Segment Open

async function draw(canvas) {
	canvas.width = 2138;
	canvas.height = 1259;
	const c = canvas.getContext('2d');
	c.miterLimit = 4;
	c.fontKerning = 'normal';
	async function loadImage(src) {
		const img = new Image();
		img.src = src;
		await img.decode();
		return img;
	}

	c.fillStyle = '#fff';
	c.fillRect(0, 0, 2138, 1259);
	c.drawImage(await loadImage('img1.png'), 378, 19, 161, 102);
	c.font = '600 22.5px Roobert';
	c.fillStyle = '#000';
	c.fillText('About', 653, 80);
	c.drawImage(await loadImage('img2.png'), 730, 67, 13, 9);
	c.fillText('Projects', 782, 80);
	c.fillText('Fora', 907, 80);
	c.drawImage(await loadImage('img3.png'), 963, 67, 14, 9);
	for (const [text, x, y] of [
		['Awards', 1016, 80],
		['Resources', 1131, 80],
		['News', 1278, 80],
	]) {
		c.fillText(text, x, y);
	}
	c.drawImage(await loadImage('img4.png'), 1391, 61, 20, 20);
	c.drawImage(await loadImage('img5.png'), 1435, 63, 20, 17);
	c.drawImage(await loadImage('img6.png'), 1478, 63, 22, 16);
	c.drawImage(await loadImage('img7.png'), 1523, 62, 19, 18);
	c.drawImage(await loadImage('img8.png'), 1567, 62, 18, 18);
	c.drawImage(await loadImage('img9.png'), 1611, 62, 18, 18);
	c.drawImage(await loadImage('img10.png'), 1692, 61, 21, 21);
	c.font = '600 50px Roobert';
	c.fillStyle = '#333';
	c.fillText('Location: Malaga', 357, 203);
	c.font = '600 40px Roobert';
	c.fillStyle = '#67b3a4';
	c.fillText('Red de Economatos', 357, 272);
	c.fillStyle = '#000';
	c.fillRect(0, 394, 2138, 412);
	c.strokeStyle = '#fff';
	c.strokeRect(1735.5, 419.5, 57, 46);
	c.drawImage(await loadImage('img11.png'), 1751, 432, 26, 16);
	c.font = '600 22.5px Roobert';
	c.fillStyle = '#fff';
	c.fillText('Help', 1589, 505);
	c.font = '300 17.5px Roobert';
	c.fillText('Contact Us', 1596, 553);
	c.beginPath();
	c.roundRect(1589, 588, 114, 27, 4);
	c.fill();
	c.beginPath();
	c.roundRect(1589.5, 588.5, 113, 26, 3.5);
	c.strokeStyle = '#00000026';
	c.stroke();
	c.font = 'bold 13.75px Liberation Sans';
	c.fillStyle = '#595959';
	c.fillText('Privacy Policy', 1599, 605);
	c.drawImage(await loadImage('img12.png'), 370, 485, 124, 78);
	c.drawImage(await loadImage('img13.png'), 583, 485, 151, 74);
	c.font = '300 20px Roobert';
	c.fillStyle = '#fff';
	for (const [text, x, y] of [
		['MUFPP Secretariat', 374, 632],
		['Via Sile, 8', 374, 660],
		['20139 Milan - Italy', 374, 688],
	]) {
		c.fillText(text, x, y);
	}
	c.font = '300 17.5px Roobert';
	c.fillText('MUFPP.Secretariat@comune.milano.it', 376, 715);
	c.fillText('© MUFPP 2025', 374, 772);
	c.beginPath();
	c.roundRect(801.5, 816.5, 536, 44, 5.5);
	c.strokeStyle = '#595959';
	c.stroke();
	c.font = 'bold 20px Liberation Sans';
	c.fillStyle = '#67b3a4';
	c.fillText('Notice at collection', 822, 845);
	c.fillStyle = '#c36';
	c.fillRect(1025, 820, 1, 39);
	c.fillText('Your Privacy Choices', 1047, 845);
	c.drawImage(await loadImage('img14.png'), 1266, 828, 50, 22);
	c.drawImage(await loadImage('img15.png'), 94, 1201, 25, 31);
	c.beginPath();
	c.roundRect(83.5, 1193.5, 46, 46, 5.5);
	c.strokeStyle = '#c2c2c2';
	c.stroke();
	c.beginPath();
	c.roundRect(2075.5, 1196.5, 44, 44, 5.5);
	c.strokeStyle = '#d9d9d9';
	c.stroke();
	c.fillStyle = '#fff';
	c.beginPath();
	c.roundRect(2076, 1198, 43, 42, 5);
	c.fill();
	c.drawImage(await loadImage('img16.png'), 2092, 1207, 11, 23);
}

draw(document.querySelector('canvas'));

Segment Closed

Counting the line that contains "c.strokeStyle = '#595959';" as the first, copy exactly every line through the end of the records, and nothing else.

== Problem solution ==
	c.strokeStyle = '#595959';
	c.stroke();
	c.font = 'bold 20px Liberation Sans';
	c.fillStyle = '#67b3a4';
	c.fillText('Notice at collection', 822, 845);
	c.fillStyle = '#c36';
	c.fillRect(1025, 820, 1, 39);
	c.fillText('Your Privacy Choices', 1047, 845);
	c.drawImage(await loadImage('img14.png'), 1266, 828, 50, 22);
	c.drawImage(await loadImage('img15.png'), 94, 1201, 25, 31);
	c.beginPath();
	c.roundRect(83.5, 1193.5, 46, 46, 5.5);
	c.strokeStyle = '#c2c2c2';
	c.stroke();
	c.beginPath();
	c.roundRect(2075.5, 1196.5, 44, 44, 5.5);
	c.strokeStyle = '#d9d9d9';
	c.stroke();
	c.fillStyle = '#fff';
	c.beginPath();
	c.roundRect(2076, 1198, 43, 42, 5);
	c.fill();
	c.drawImage(await loadImage('img16.png'), 2092, 1207, 11, 23);
}

draw(document.querySelector('canvas'));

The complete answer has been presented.